EXERCISE DIRECTIONS: Pictures are to be dropped. Everything else in the listing gets copied exactly.

EXERCISE DATA:
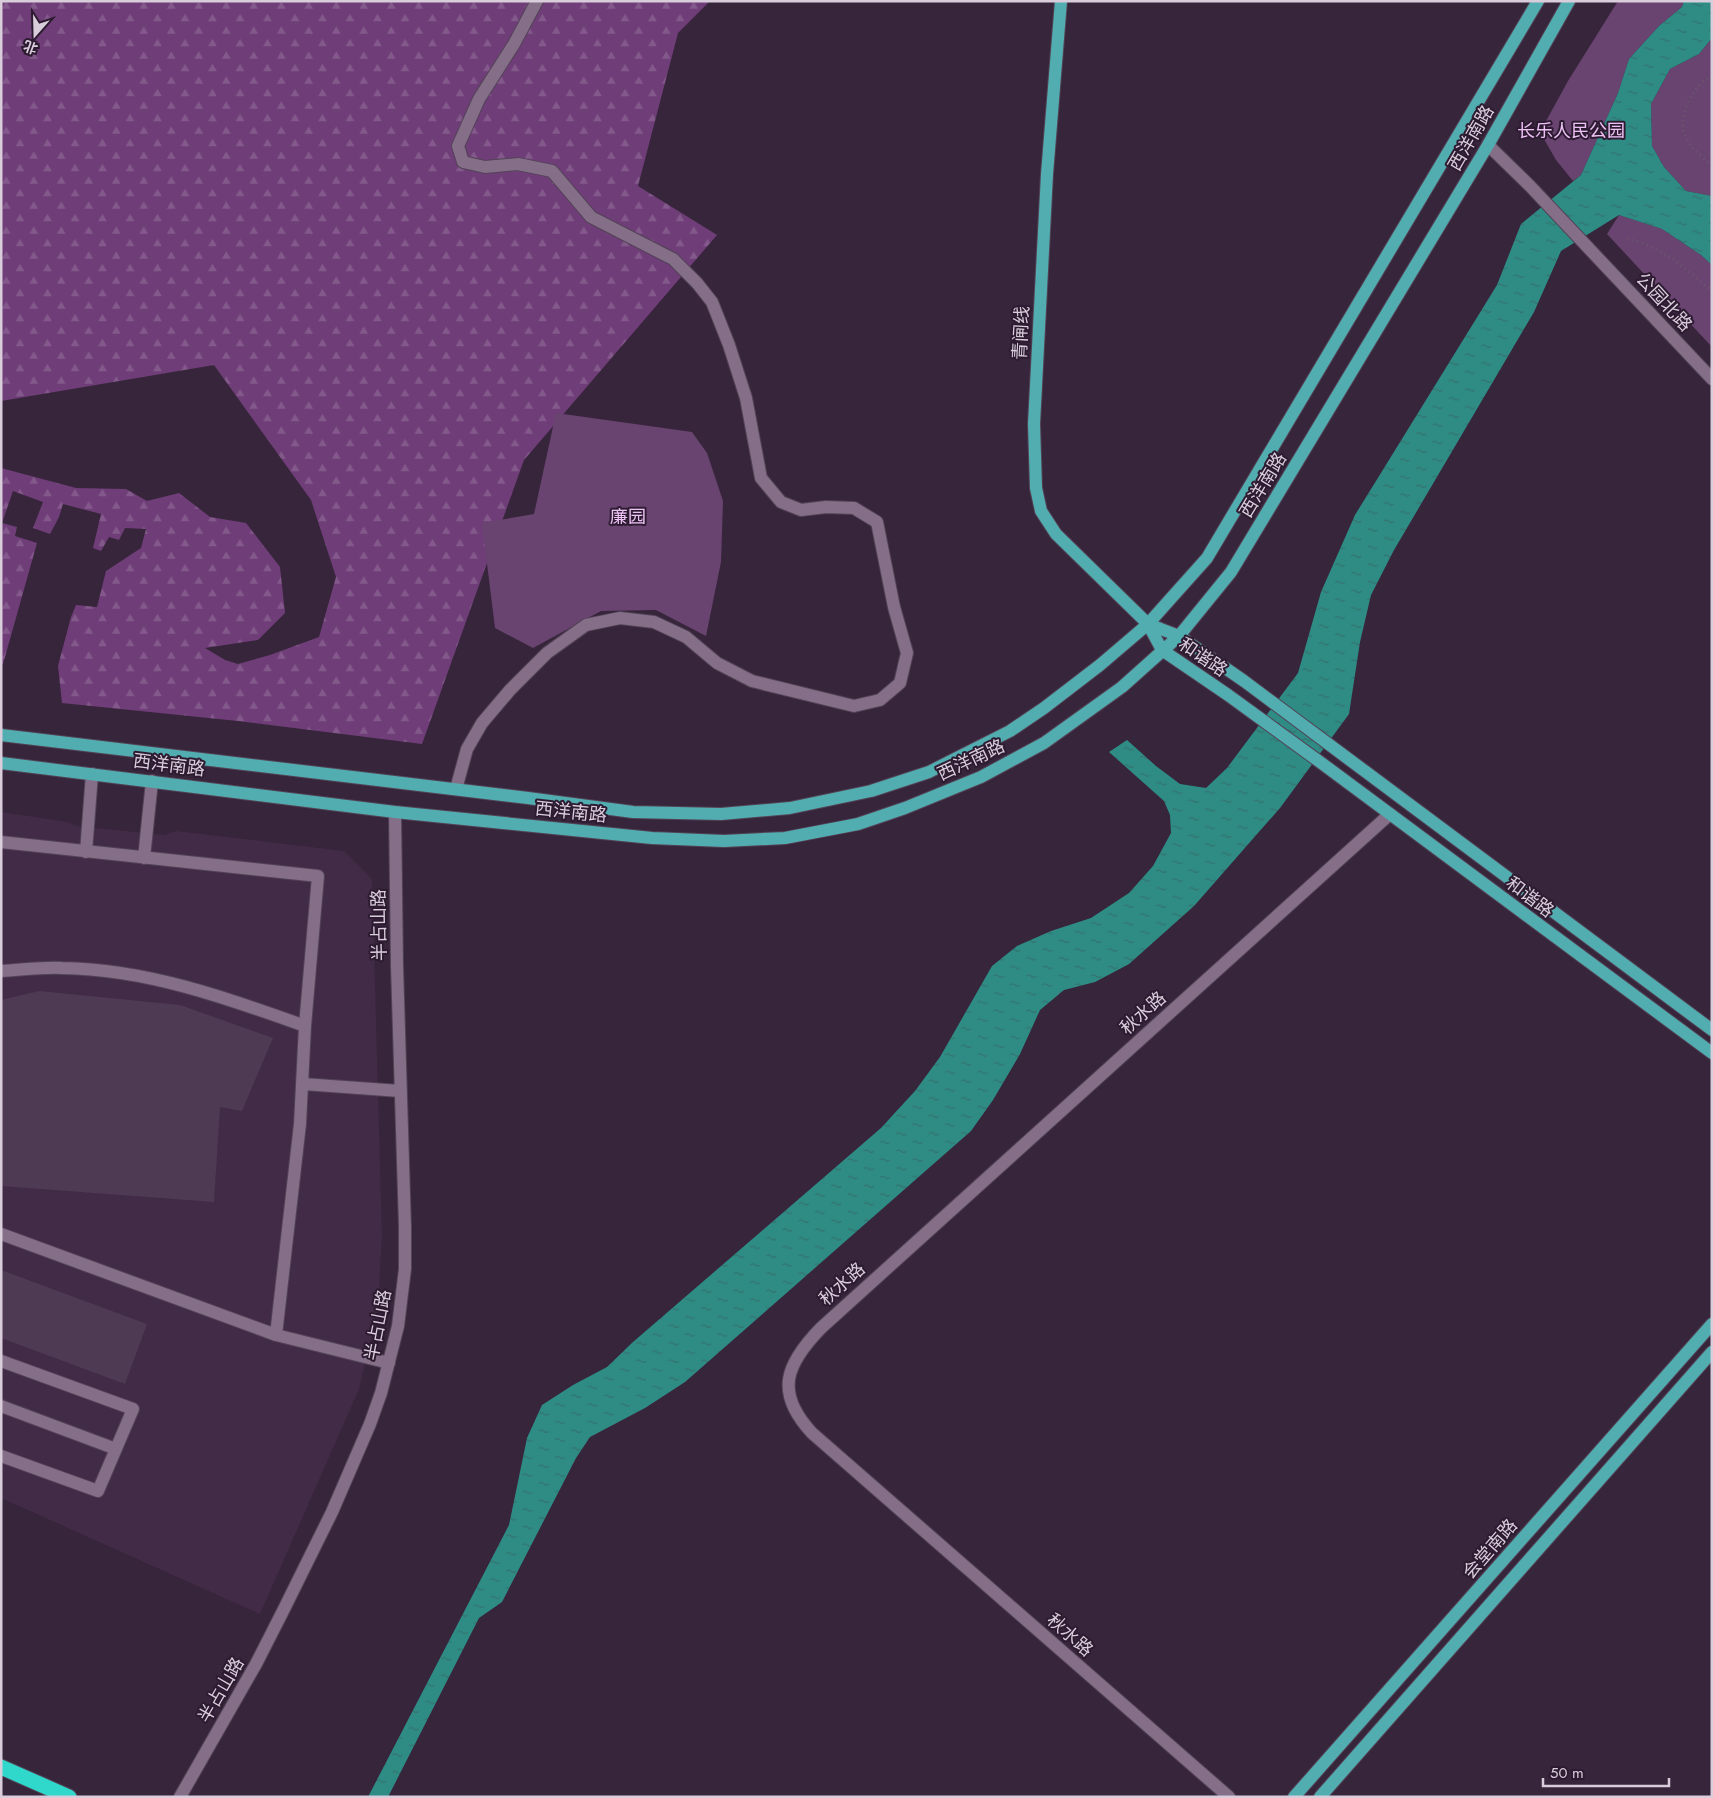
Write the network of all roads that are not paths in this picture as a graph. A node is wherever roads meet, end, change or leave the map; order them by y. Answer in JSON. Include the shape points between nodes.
{"nodes":[{"id":1,"x":538,"y":1,"type":"edge"},
{"id":2,"x":1061,"y":1,"type":"edge"},
{"id":3,"x":1538,"y":1,"type":"edge"},
{"id":4,"x":1569,"y":1,"type":"edge"},
{"id":5,"x":1488,"y":145,"type":"junction"},
{"id":6,"x":1712,"y":379,"type":"edge"},
{"id":7,"x":1148,"y":624,"type":"junction"},
{"id":8,"x":1179,"y":636,"type":"junction"},
{"id":9,"x":1162,"y":650,"type":"junction"},
{"id":10,"x":1,"y":735,"type":"edge"},
{"id":11,"x":1,"y":763,"type":"edge"},
{"id":12,"x":92,"y":774,"type":"junction"},
{"id":13,"x":152,"y":781,"type":"junction"},
{"id":14,"x":456,"y":789,"type":"junction"},
{"id":15,"x":395,"y":812,"type":"junction"},
{"id":16,"x":1390,"y":814,"type":"junction"},
{"id":17,"x":1,"y":842,"type":"edge"},
{"id":18,"x":86,"y":852,"type":"junction"},
{"id":19,"x":144,"y":858,"type":"junction"},
{"id":20,"x":1,"y":971,"type":"edge"},
{"id":21,"x":305,"y":1026,"type":"junction"},
{"id":22,"x":1712,"y":1030,"type":"edge"},
{"id":23,"x":1712,"y":1053,"type":"edge"},
{"id":24,"x":303,"y":1084,"type":"junction"},
{"id":25,"x":400,"y":1091,"type":"junction"},
{"id":26,"x":1,"y":1234,"type":"edge"},
{"id":27,"x":1712,"y":1324,"type":"edge"},
{"id":28,"x":276,"y":1335,"type":"junction"},
{"id":29,"x":1712,"y":1352,"type":"edge"},
{"id":30,"x":1,"y":1361,"type":"edge"},
{"id":31,"x":389,"y":1363,"type":"junction"},
{"id":32,"x":1,"y":1406,"type":"edge"},
{"id":33,"x":116,"y":1449,"type":"junction"},
{"id":34,"x":1,"y":1456,"type":"edge"},
{"id":35,"x":1,"y":1766,"type":"edge"},
{"id":36,"x":69,"y":1797,"type":"edge"},
{"id":37,"x":180,"y":1797,"type":"edge"},
{"id":38,"x":1229,"y":1797,"type":"edge"},
{"id":39,"x":1294,"y":1797,"type":"edge"},
{"id":40,"x":1320,"y":1797,"type":"edge"}],
"edges":[{"from":1,"to":14,"type":"street","via":[[479,99],[458,146],[463,162],[485,167],[518,164],[552,170],[592,217],[673,259],[697,283],[712,302],[738,372],[761,478],[781,502],[801,510],[854,508],[876,522],[906,653],[900,684],[880,700],[854,706],[752,681],[718,662],[686,637],[654,622],[620,618],[586,625],[547,653],[482,723],[467,749]]},
{"from":2,"to":7,"type":"main road","name":"青闸线","via":[[1046,193],[1034,424],[1036,488],[1041,511],[1056,534]]},
{"from":3,"to":7,"type":"main road","name":"西洋南路","via":[[1207,558]]},
{"from":4,"to":5,"type":"main road","name":"西洋南路"},
{"from":5,"to":6,"type":"street","name":"公园北路"},
{"from":5,"to":8,"type":"main road","name":"西洋南路","via":[[1230,572]]},
{"from":7,"to":8,"type":"main road","name":"和谐路"},
{"from":7,"to":9,"type":"main road","name":"和谐路"},
{"from":7,"to":14,"type":"main road","name":"西洋南路","via":[[1100,665],[1010,731],[929,772],[871,790],[790,808],[721,814],[633,812]]},
{"from":8,"to":9,"type":"main road","name":"西洋南路"},
{"from":8,"to":22,"type":"main road","name":"和谐路"},
{"from":9,"to":15,"type":"main road","name":"西洋南路","via":[[1122,686],[1044,743],[981,777],[858,824],[785,838],[724,841],[652,838]]},
{"from":9,"to":16,"type":"main road","name":"和谐路"},
{"from":10,"to":14,"type":"main road","name":"西洋南路"},
{"from":11,"to":12,"type":"main road","name":"西洋南路"},
{"from":12,"to":13,"type":"main road","name":"西洋南路"},
{"from":12,"to":18,"type":"street"},
{"from":13,"to":15,"type":"main road","name":"西洋南路"},
{"from":13,"to":19,"type":"street"},
{"from":15,"to":25,"type":"street","name":"半占山路"},
{"from":16,"to":23,"type":"main road","name":"和谐路"},
{"from":16,"to":38,"type":"street","name":"秋水路","via":[[828,1322],[798,1354],[788,1378],[794,1410],[812,1433]]},
{"from":17,"to":18,"type":"street"},
{"from":18,"to":19,"type":"street"},
{"from":19,"to":21,"type":"street","via":[[318,876]]},
{"from":20,"to":21,"type":"street","via":[[62,968],[136,975],[204,991]]},
{"from":21,"to":24,"type":"street"},
{"from":24,"to":25,"type":"street"},
{"from":24,"to":28,"type":"street"},
{"from":25,"to":31,"type":"street","name":"半占山路","via":[[405,1269],[398,1326]]},
{"from":26,"to":28,"type":"street"},
{"from":27,"to":39,"type":"main road","name":"会堂南路"},
{"from":28,"to":31,"type":"street"},
{"from":29,"to":40,"type":"main road","name":"会堂南路"},
{"from":30,"to":33,"type":"street","via":[[133,1409]]},
{"from":31,"to":37,"type":"street","name":"半占山路","via":[[370,1424],[332,1512],[256,1664]]},
{"from":32,"to":33,"type":"street"},
{"from":33,"to":34,"type":"street","via":[[98,1491]]},
{"from":35,"to":36,"type":"highway"}]}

ANSWER TO THE PROBLEM:
Write the network of all roads that are not paths in this picture as a graph. A node is wherever roads meet, end, change or leave the map; order them by y. Answer in JSON. Include the shape points between nodes.
{"nodes":[{"id":1,"x":538,"y":1,"type":"edge"},
{"id":2,"x":1061,"y":1,"type":"edge"},
{"id":3,"x":1538,"y":1,"type":"edge"},
{"id":4,"x":1569,"y":1,"type":"edge"},
{"id":5,"x":1488,"y":145,"type":"junction"},
{"id":6,"x":1712,"y":379,"type":"edge"},
{"id":7,"x":1148,"y":624,"type":"junction"},
{"id":8,"x":1179,"y":636,"type":"junction"},
{"id":9,"x":1162,"y":650,"type":"junction"},
{"id":10,"x":1,"y":735,"type":"edge"},
{"id":11,"x":1,"y":763,"type":"edge"},
{"id":12,"x":92,"y":774,"type":"junction"},
{"id":13,"x":152,"y":781,"type":"junction"},
{"id":14,"x":456,"y":789,"type":"junction"},
{"id":15,"x":395,"y":812,"type":"junction"},
{"id":16,"x":1390,"y":814,"type":"junction"},
{"id":17,"x":1,"y":842,"type":"edge"},
{"id":18,"x":86,"y":852,"type":"junction"},
{"id":19,"x":144,"y":858,"type":"junction"},
{"id":20,"x":1,"y":971,"type":"edge"},
{"id":21,"x":305,"y":1026,"type":"junction"},
{"id":22,"x":1712,"y":1030,"type":"edge"},
{"id":23,"x":1712,"y":1053,"type":"edge"},
{"id":24,"x":303,"y":1084,"type":"junction"},
{"id":25,"x":400,"y":1091,"type":"junction"},
{"id":26,"x":1,"y":1234,"type":"edge"},
{"id":27,"x":1712,"y":1324,"type":"edge"},
{"id":28,"x":276,"y":1335,"type":"junction"},
{"id":29,"x":1712,"y":1352,"type":"edge"},
{"id":30,"x":1,"y":1361,"type":"edge"},
{"id":31,"x":389,"y":1363,"type":"junction"},
{"id":32,"x":1,"y":1406,"type":"edge"},
{"id":33,"x":116,"y":1449,"type":"junction"},
{"id":34,"x":1,"y":1456,"type":"edge"},
{"id":35,"x":1,"y":1766,"type":"edge"},
{"id":36,"x":69,"y":1797,"type":"edge"},
{"id":37,"x":180,"y":1797,"type":"edge"},
{"id":38,"x":1229,"y":1797,"type":"edge"},
{"id":39,"x":1294,"y":1797,"type":"edge"},
{"id":40,"x":1320,"y":1797,"type":"edge"}],
"edges":[{"from":1,"to":14,"type":"street","via":[[479,99],[458,146],[463,162],[485,167],[518,164],[552,170],[592,217],[673,259],[697,283],[712,302],[738,372],[761,478],[781,502],[801,510],[854,508],[876,522],[906,653],[900,684],[880,700],[854,706],[752,681],[718,662],[686,637],[654,622],[620,618],[586,625],[547,653],[482,723],[467,749]]},
{"from":2,"to":7,"type":"main road","name":"青闸线","via":[[1046,193],[1034,424],[1036,488],[1041,511],[1056,534]]},
{"from":3,"to":7,"type":"main road","name":"西洋南路","via":[[1207,558]]},
{"from":4,"to":5,"type":"main road","name":"西洋南路"},
{"from":5,"to":6,"type":"street","name":"公园北路"},
{"from":5,"to":8,"type":"main road","name":"西洋南路","via":[[1230,572]]},
{"from":7,"to":8,"type":"main road","name":"和谐路"},
{"from":7,"to":9,"type":"main road","name":"和谐路"},
{"from":7,"to":14,"type":"main road","name":"西洋南路","via":[[1100,665],[1010,731],[929,772],[871,790],[790,808],[721,814],[633,812]]},
{"from":8,"to":9,"type":"main road","name":"西洋南路"},
{"from":8,"to":22,"type":"main road","name":"和谐路"},
{"from":9,"to":15,"type":"main road","name":"西洋南路","via":[[1122,686],[1044,743],[981,777],[858,824],[785,838],[724,841],[652,838]]},
{"from":9,"to":16,"type":"main road","name":"和谐路"},
{"from":10,"to":14,"type":"main road","name":"西洋南路"},
{"from":11,"to":12,"type":"main road","name":"西洋南路"},
{"from":12,"to":13,"type":"main road","name":"西洋南路"},
{"from":12,"to":18,"type":"street"},
{"from":13,"to":15,"type":"main road","name":"西洋南路"},
{"from":13,"to":19,"type":"street"},
{"from":15,"to":25,"type":"street","name":"半占山路"},
{"from":16,"to":23,"type":"main road","name":"和谐路"},
{"from":16,"to":38,"type":"street","name":"秋水路","via":[[828,1322],[798,1354],[788,1378],[794,1410],[812,1433]]},
{"from":17,"to":18,"type":"street"},
{"from":18,"to":19,"type":"street"},
{"from":19,"to":21,"type":"street","via":[[318,876]]},
{"from":20,"to":21,"type":"street","via":[[62,968],[136,975],[204,991]]},
{"from":21,"to":24,"type":"street"},
{"from":24,"to":25,"type":"street"},
{"from":24,"to":28,"type":"street"},
{"from":25,"to":31,"type":"street","name":"半占山路","via":[[405,1269],[398,1326]]},
{"from":26,"to":28,"type":"street"},
{"from":27,"to":39,"type":"main road","name":"会堂南路"},
{"from":28,"to":31,"type":"street"},
{"from":29,"to":40,"type":"main road","name":"会堂南路"},
{"from":30,"to":33,"type":"street","via":[[133,1409]]},
{"from":31,"to":37,"type":"street","name":"半占山路","via":[[370,1424],[332,1512],[256,1664]]},
{"from":32,"to":33,"type":"street"},
{"from":33,"to":34,"type":"street","via":[[98,1491]]},
{"from":35,"to":36,"type":"highway"}]}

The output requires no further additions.